### Listed records
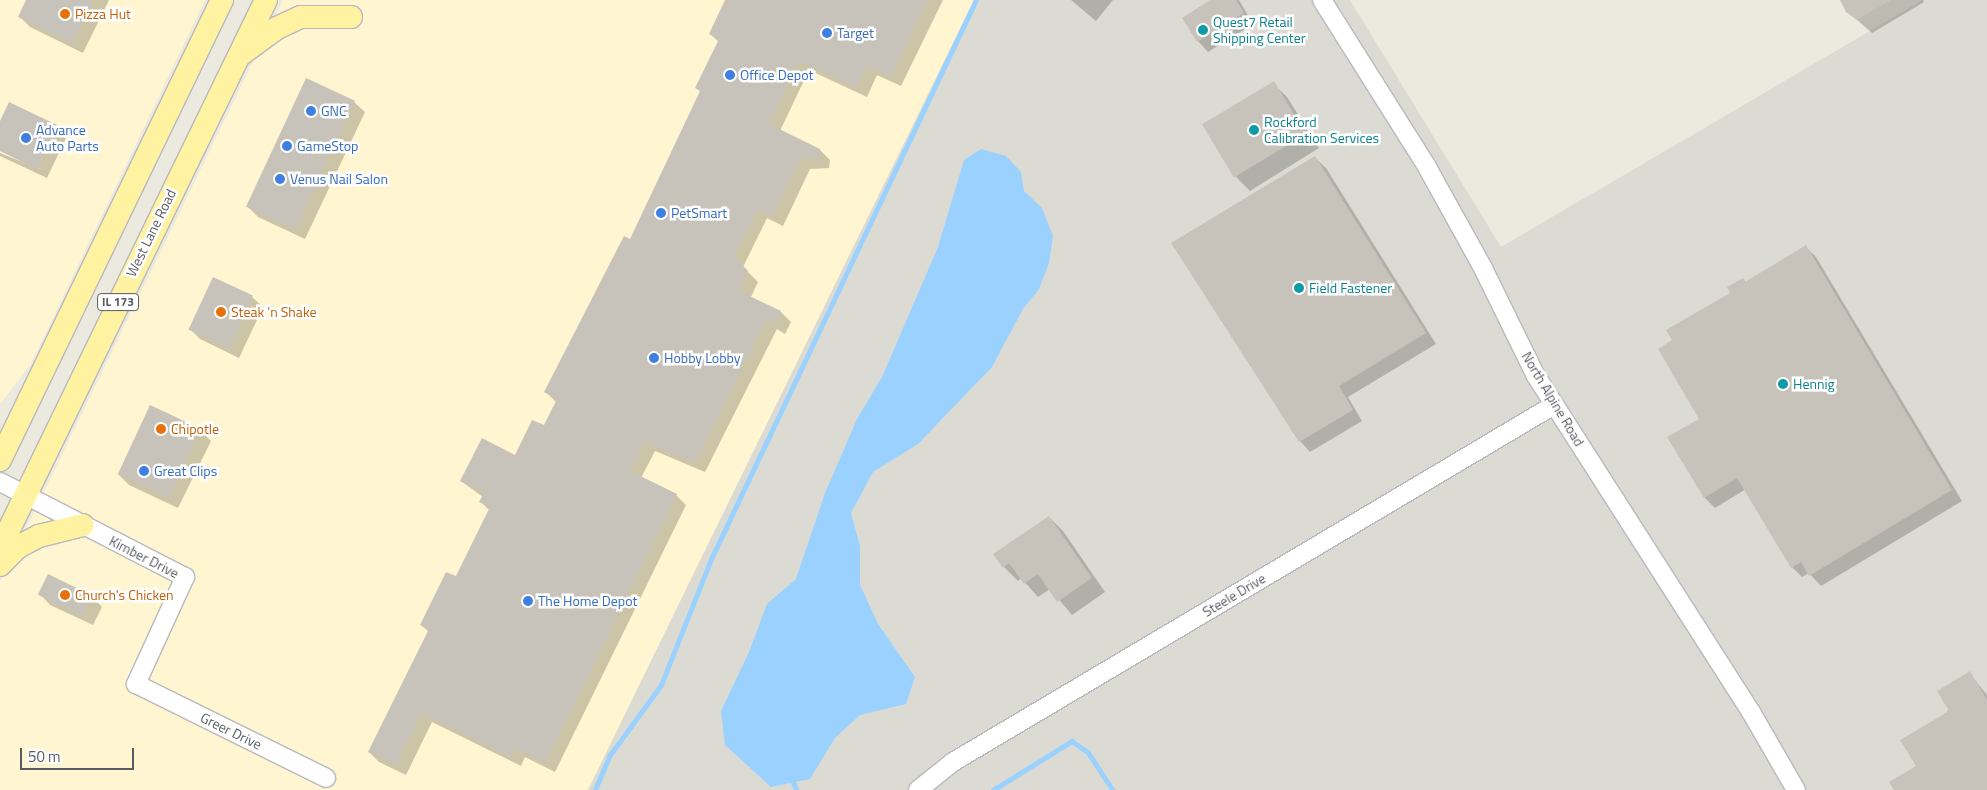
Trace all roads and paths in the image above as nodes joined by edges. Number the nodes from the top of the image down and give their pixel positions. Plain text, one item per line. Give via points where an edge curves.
1 (211, 0) edge
2 (222, 0) edge
3 (266, 0) edge
4 (332, 0) edge
5 (1322, 0) edge
6 (211, 24) junction
7 (238, 57) junction
8 (42, 372) junction
9 (1554, 405) junction
10 (0, 422) edge
11 (0, 460) edge
12 (0, 482) edge
13 (26, 495) junction
14 (83, 525) junction
15 (0, 548) edge
16 (0, 566) edge
17 (136, 684) joint
18 (326, 778) dead end
19 (918, 790) edge
20 (1796, 790) edge

1 - 6 main road
2 - 6 main road, IL 173
3 - 7 main road, West Lane Road / IL 173
4 - 7 main road via 351,17 301,17 277,28
5 - 9 street, North Alpine Road via 1427,167
6 - 8 main road, IL 173
7 - 13 main road, West Lane Road / IL 173
8 - 10 main road via 13,412
8 - 11 main road, IL 173
9 - 19 street, Steele Drive via 953,762
9 - 20 street, North Alpine Road via 1751,712
12 - 13 street, Kimber Drive
13 - 14 street, Kimber Drive
13 - 15 main road, West Lane Road / IL 173
14 - 16 main road via 39,536 18,547
14 - 17 street, Kimber Drive via 185,577
17 - 18 street, Greer Drive

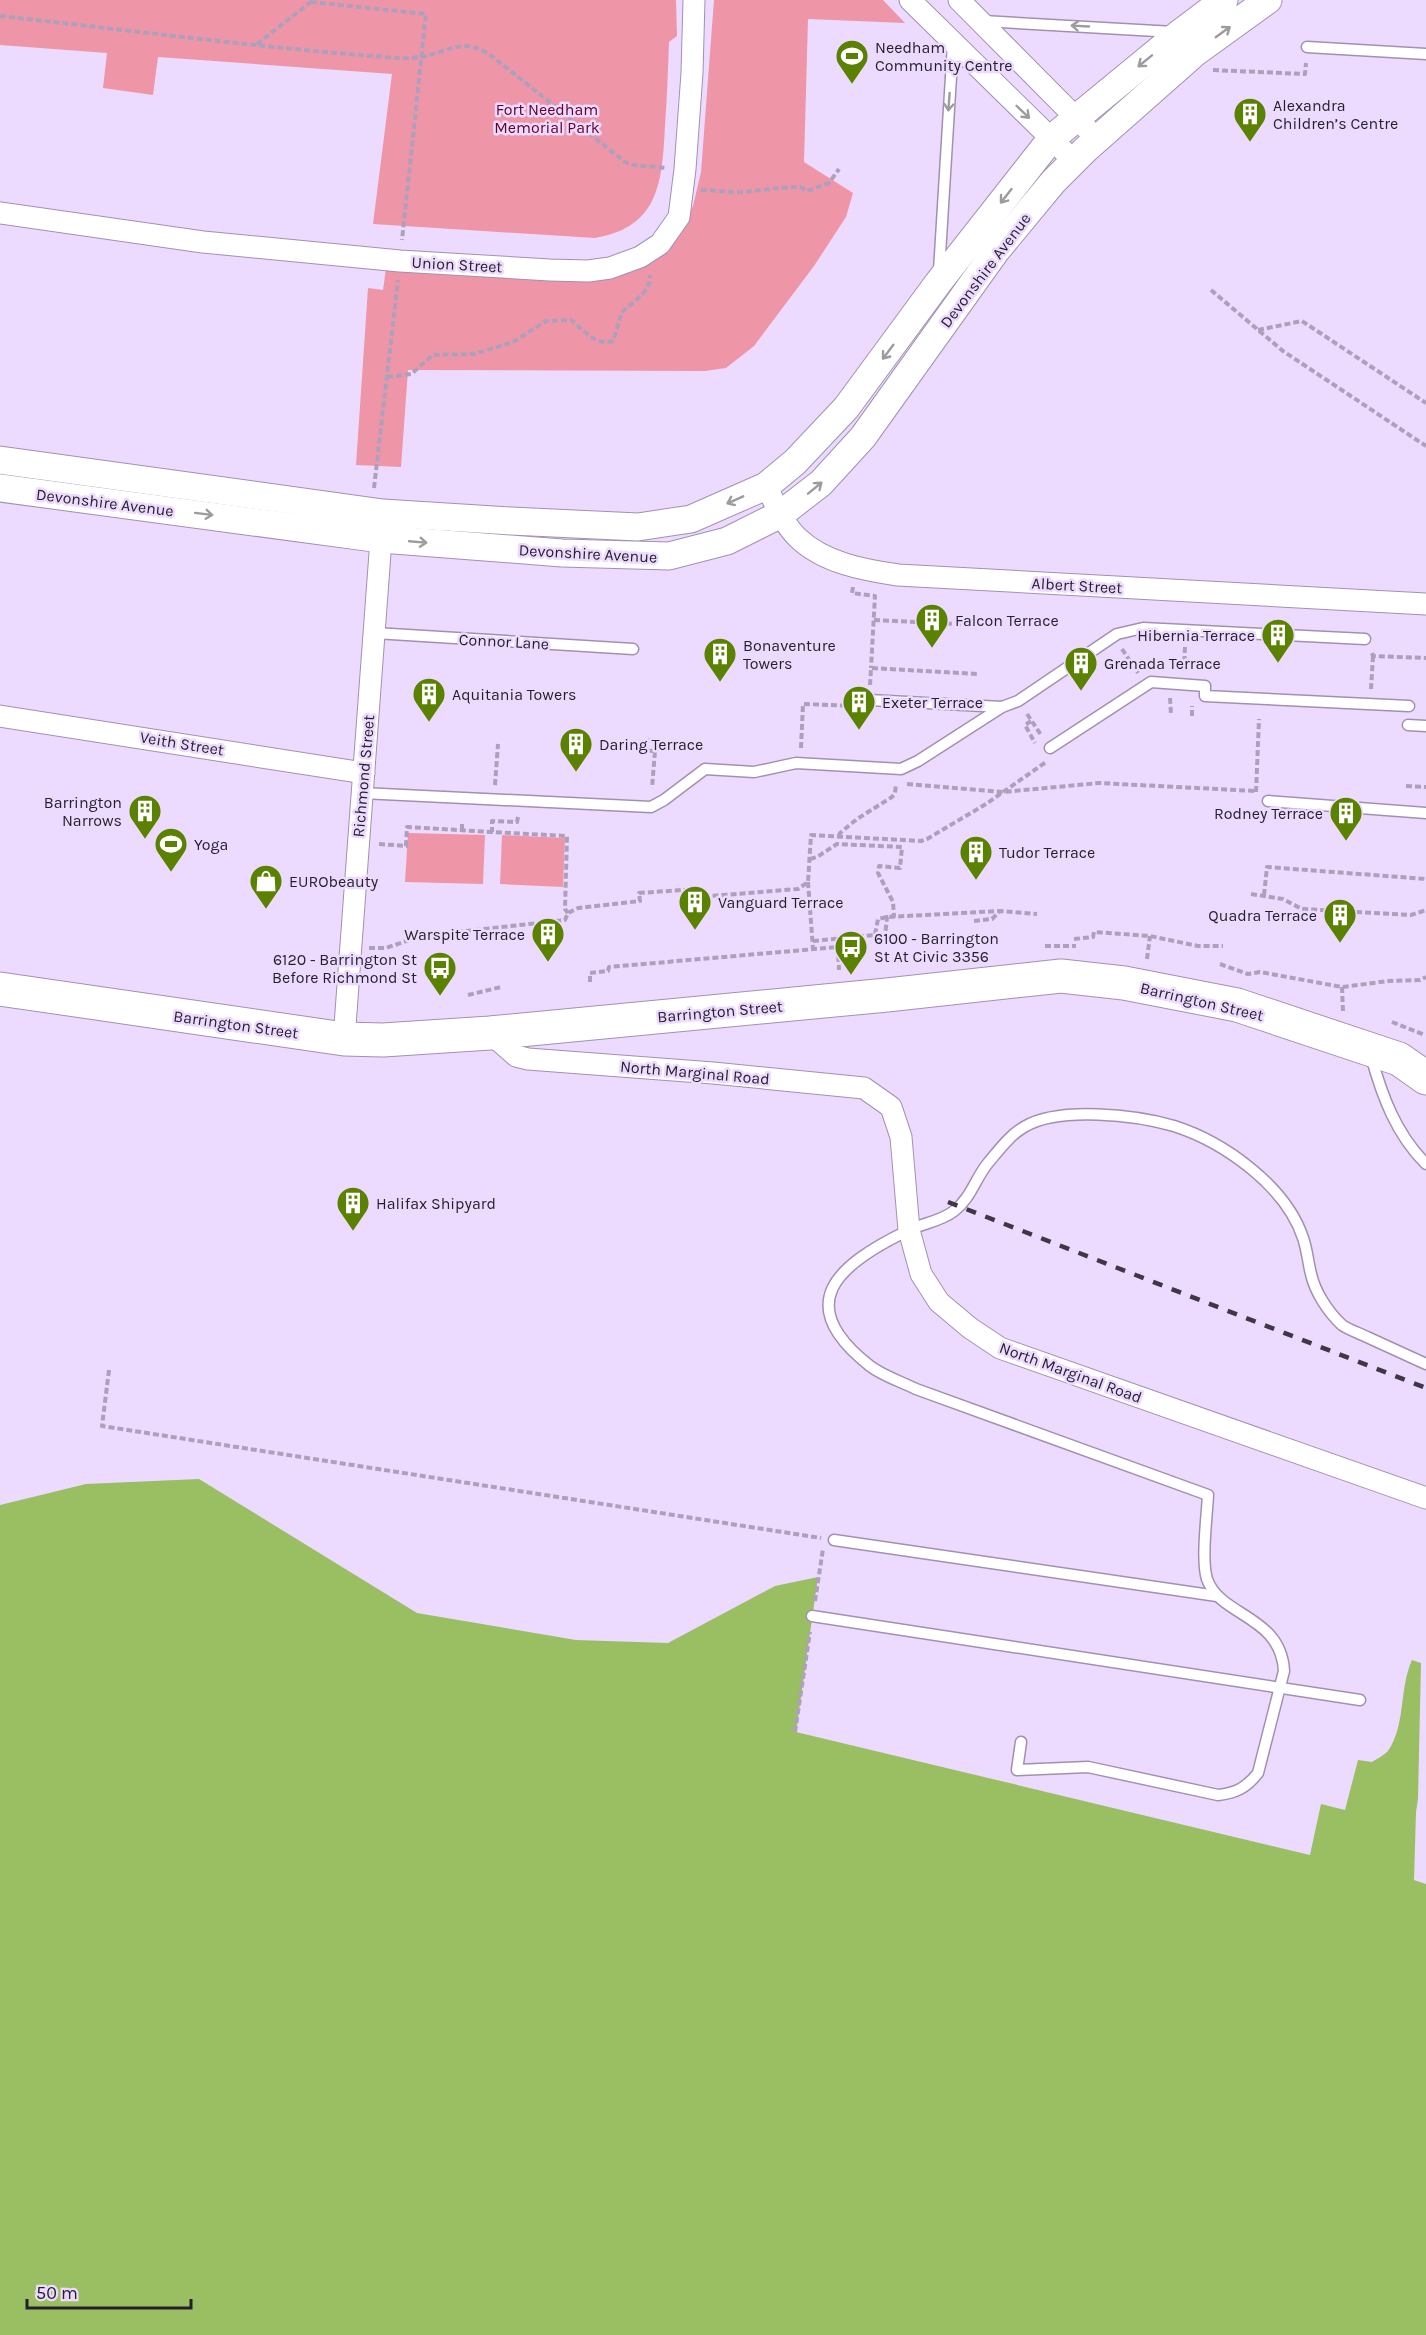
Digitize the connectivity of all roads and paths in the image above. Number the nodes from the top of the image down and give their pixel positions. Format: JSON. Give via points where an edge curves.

### Task to carry out
Print the data once more without any change, skipping each picture.

### Written response
Trace all roads and paths in the image above as nodes joined by edges. Number the nodes from the top of the image down and give their pixel positions. Plain text, one item per line. Give via points where an edge curves.
1 (211, 0) edge
2 (222, 0) edge
3 (266, 0) edge
4 (332, 0) edge
5 (1322, 0) edge
6 (211, 24) junction
7 (238, 57) junction
8 (42, 372) junction
9 (1554, 405) junction
10 (0, 422) edge
11 (0, 460) edge
12 (0, 482) edge
13 (26, 495) junction
14 (83, 525) junction
15 (0, 548) edge
16 (0, 566) edge
17 (136, 684) joint
18 (326, 778) dead end
19 (918, 790) edge
20 (1796, 790) edge

1 - 6 main road
2 - 6 main road, IL 173
3 - 7 main road, West Lane Road / IL 173
4 - 7 main road via 351,17 301,17 277,28
5 - 9 street, North Alpine Road via 1427,167
6 - 8 main road, IL 173
7 - 13 main road, West Lane Road / IL 173
8 - 10 main road via 13,412
8 - 11 main road, IL 173
9 - 19 street, Steele Drive via 953,762
9 - 20 street, North Alpine Road via 1751,712
12 - 13 street, Kimber Drive
13 - 14 street, Kimber Drive
13 - 15 main road, West Lane Road / IL 173
14 - 16 main road via 39,536 18,547
14 - 17 street, Kimber Drive via 185,577
17 - 18 street, Greer Drive

Digitize the connectivity of all roads and paths in the image above. Number the nodes from the top of the image down and give their pixel positions. Format: JSON. Give via points where an edge curves.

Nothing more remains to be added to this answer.